Dropbox Announces New Tools To Make Collaboration Easier For Businesses

Each year, Dropbox spends thousands of hours just watching people work. The hope is to get a glimpse into their workflows, what’s working for them and what isn’t, and what Dropbox can do to make their experience using the service a little easier.

On Wednesday, the company announced a number of updates to Dropbox for Business based on that user research. The new features and services are designed to help teams be more collaborative and, consequently, more productive.

“People have more ways than ever to create and capture information,” says Cristen Torrey, head of design research at Dropbox. “We’ve seen the hoops that people jump through just to do something as simple as turn a piece of paper, like a receipt or owner’s manual, into something that they can archive and share.”

Among other users, 52% of Fortune 500 companies use Dropbox for Business, with needs that range from everything to designing a building to building a new piece of software. They also have different needs when it comes to sharing the content they create, sometimes wanting input from a group, while other times simply want to share a finished product.

“For us, clicking the share button isn’t our metric for success,” she says. “We’re tracking things like whether people understood their options, and whether people are confident that they did the right thing. By giving people the right choices, we think we can give the foundation for more stable and more secure collaboration. People don’t really just want to be more productive. They want their tools to get out of their way, so they can do more amazing, thoughtful, and creative work.”

With that in mind, the company announced a number of updates to its Dropbox For Business platform that will make sharing and collaboration much easier, from any device, and from anywhere in the world.

Plus button

For Individual Users

The first thing you’ll likely notice in the update is the addition of a giant plus sign within the Dropbox app. That new plus button can be used to create new Office documents such as Excel or PowerPoint on your phone, or to scan a document such as a blueprint, receipt, or a whiteboard from the meeting you’re sitting in, just as if you were toting around a flatbed scanner.

Doc scanner

When you snap a photo of a receipt or document, the image is converted into a high-resolution PDF. Thanks to optical character recognition (OCR), those scans are also now searchable. So your handwritten notes from a big meetings will be just as searchable as a Word document.
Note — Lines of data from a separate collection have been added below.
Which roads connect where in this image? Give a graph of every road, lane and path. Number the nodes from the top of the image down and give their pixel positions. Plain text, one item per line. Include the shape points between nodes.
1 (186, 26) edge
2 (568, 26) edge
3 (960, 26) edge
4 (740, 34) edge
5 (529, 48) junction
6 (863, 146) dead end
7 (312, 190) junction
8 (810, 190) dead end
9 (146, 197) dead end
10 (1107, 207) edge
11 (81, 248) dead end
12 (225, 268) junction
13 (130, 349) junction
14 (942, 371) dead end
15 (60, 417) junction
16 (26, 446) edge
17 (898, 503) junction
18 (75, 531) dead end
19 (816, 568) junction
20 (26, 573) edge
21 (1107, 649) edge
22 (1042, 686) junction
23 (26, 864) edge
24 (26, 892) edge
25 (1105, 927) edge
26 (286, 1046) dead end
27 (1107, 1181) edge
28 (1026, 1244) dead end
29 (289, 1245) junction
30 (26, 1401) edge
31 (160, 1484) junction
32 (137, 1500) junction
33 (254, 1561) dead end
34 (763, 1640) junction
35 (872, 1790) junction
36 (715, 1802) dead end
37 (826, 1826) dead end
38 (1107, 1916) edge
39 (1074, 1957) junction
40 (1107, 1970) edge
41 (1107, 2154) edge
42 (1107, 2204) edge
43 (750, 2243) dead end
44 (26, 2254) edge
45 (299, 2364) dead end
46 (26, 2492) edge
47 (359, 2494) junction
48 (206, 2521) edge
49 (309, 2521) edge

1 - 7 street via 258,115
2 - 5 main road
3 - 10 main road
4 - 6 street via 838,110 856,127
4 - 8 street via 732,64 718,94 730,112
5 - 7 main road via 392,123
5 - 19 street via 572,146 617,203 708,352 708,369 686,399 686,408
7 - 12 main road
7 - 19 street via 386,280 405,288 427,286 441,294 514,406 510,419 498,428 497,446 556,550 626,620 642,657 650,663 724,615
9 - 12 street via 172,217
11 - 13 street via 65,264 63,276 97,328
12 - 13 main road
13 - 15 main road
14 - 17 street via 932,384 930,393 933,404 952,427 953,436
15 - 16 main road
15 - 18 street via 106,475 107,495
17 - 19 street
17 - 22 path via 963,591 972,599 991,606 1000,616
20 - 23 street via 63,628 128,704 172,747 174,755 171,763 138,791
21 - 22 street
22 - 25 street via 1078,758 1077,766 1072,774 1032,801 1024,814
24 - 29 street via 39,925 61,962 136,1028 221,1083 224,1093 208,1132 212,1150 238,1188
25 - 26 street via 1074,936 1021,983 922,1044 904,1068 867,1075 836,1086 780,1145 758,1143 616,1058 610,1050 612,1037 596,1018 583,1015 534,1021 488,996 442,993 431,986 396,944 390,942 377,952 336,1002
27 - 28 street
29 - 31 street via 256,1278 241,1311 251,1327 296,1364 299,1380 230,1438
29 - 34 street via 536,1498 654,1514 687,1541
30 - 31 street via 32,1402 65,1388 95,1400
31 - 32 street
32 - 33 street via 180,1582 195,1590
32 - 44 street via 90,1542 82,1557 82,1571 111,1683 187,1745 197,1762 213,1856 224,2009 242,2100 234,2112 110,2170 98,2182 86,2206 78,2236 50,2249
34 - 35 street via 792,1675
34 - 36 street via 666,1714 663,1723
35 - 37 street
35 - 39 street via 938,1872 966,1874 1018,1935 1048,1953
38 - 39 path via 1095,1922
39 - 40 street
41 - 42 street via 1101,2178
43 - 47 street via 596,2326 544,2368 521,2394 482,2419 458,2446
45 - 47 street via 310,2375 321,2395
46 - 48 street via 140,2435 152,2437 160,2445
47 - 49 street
Manual photo uploading is also getting an upgrade. Now Android and iOS users will be able to set the destination folder for those uploads during the upload flow, as well as select all videos and photos by date to upload at once.

Share from desktop

For Teams

For teams, the big update involves collaboration. Now when you want to share a file with someone in your team, Mac users can do so right from the desktop, just as if the sharing feature is baked into your Mac’s operating system.

When a file is shared with you, you can comment on it, similar to how you might comment on a Google Drive document. All of the comments on a particular piece of content are displayed on the side of the content, and notes can be left pointing to specific parts of a PDF, image, or document, so you can clearly identify the subject of your comment.

Comment in dropbox badge

Todd Jackson, VP of product and design at Dropbox, says that “3.3 billion sharing connections exist in the system. So everything we can do to make sharing more seamless for users is a really, really big win.”

In the future, Dropbox plans to add the ability to comment directly from the Dropbox badge (so users can comment while they’re working). A Presence feature will display who is currently looking at a file as well as who has viewed it in the past and how many times.

Secure file sharing on the web

For Businesses

For large businesses, Wednesday’s updates are all about security. Now users can share a file with a specific person, who will then have to log into Dropbox to see it. That means you can better control who can see a particular file (rather than create a share link anyone can forward around). Dropbox Basic users will also be able to set view-only access for shared folders, something previously only available for Dropbox Pro, Business, and Enterprise customers.

Version history with previews

And perhaps the best update is a new version of the history feature, which works as a time machine of sorts. It allows you to restore previous versions of files if you happen to delete something you shouldn’t have or want to go back to an old idea. Within that feature, users can preview the old version of the file before hitting restore, ensuring that they’re picking the right one.

Jackson says that all this is just the start of what Dropbox has in the world for businesses. “You’ll see more coming soon,” he says.